Konuya girmeden önce
memleketimizde kuş merakının ve kuşçuluğun kısa bir tarihçesinden
bahsetmek faydalı olacağı kanaatindeyim.
Bütün İnsanlar hele çocuklarla kadınlar yaradılışları itibariyle
tavuklara ve kuşlara aşırı bir sevgileri vardır.

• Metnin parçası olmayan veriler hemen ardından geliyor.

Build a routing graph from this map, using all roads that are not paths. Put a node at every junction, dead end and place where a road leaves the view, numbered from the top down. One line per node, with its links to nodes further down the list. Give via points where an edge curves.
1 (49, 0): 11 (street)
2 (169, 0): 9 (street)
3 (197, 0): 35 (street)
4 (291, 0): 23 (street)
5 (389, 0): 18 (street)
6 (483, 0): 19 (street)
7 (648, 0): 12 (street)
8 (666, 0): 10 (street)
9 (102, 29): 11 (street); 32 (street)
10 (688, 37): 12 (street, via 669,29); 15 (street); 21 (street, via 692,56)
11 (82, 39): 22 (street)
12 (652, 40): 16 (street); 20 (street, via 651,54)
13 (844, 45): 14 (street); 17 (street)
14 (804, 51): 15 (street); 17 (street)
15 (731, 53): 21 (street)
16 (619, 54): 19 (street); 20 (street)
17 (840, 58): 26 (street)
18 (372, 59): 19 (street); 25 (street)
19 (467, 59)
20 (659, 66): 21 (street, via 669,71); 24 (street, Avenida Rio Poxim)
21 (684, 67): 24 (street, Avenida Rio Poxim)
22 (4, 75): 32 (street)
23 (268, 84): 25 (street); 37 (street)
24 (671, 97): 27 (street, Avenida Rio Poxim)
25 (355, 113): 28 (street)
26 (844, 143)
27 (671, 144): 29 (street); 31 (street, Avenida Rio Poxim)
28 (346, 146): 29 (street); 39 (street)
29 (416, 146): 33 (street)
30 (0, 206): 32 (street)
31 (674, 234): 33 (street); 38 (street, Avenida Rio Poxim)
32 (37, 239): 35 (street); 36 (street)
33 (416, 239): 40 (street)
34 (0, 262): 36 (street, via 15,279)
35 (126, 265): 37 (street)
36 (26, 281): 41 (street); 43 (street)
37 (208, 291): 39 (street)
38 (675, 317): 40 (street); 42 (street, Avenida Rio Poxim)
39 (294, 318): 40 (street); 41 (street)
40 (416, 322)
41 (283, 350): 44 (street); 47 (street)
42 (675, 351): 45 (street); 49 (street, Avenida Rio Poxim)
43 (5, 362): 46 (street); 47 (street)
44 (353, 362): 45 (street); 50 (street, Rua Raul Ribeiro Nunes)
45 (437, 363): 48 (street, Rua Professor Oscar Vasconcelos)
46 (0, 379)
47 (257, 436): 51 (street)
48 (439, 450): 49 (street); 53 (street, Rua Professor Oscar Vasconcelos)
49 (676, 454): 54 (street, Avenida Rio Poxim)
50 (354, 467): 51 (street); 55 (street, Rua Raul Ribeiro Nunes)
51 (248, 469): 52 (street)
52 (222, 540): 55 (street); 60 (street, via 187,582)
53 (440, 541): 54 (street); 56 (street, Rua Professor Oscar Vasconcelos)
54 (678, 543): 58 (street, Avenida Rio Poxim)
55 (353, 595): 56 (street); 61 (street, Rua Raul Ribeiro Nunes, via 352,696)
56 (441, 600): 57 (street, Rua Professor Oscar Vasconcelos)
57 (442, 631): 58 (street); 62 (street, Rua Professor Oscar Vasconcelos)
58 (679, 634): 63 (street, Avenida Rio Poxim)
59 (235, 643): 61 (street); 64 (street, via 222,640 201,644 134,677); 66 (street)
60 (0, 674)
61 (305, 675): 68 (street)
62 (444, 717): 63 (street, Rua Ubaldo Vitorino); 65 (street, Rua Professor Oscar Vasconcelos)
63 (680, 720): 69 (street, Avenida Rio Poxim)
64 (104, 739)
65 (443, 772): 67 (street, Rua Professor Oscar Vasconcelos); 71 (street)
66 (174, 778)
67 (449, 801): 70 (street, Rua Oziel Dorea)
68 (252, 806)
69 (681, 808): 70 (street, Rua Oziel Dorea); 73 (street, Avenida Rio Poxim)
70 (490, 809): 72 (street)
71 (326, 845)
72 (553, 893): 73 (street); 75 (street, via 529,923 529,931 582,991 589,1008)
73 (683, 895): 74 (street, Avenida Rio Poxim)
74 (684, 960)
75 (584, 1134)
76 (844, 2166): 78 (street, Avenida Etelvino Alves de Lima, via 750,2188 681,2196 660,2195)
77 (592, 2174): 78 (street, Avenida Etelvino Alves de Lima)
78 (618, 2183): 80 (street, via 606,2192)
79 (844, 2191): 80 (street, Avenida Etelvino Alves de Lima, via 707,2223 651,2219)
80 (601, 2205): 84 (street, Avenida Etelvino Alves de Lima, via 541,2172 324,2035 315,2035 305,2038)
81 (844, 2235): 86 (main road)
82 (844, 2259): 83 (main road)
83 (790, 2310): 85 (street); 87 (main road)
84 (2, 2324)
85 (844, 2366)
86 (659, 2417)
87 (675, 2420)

Bu sevimli küçük
yaratıklara hele güzel sesli, ötücü, süslü ve parlak tüylü kabadayı
tavırları ile yakışıklı görünüşleriyle hareket eden bu hayvanlara karşı
ölçüsüz bir merak ve sevgi beslemektedirler.
Diyarbakırda gül ve ipek zevki hüküm sürdüğü devirlerde cinsi eder
kuşlara da merak veren ve topluluk arasında konaklarda beslenen beş
asırdan beri çeşitli halk çocukları arasında oldukça yaygın bir kuş
beslemek merakı bulunduğumuz zamandan beri bilgiye istinaden süregelen
bir gelir ve zevk işi olmuştur.
Pek eski zamanlarda Diyarbakırın Fatihpaşa mahallesinde Kurşunlu Camii
Pazar yerinde ve yoğurt pazarındaki muayyen yerler kuşçuların adeta
kulüp, dernek ve borsaları vazifesini görmüşlerdir.
Halen Mardinkapısındaki ve Seyhan Palas Kahvesi ile Melikahmet Çarşısı
üzerinde bulunan ve sonra şimdiki Dernek Merkezi bu alış verişin
yapıldığı yerler durumundadır.
Hemen hemen herkezin evinde üç-beş çift cins güvercin daima zevk için
beslenirdi. Ve halen de birçok evlerde beslenmektedir. Yalnız yemlerine
kümes ve tüneklerine layıkiyle ehemmiyet verilmediği de görülmektedir.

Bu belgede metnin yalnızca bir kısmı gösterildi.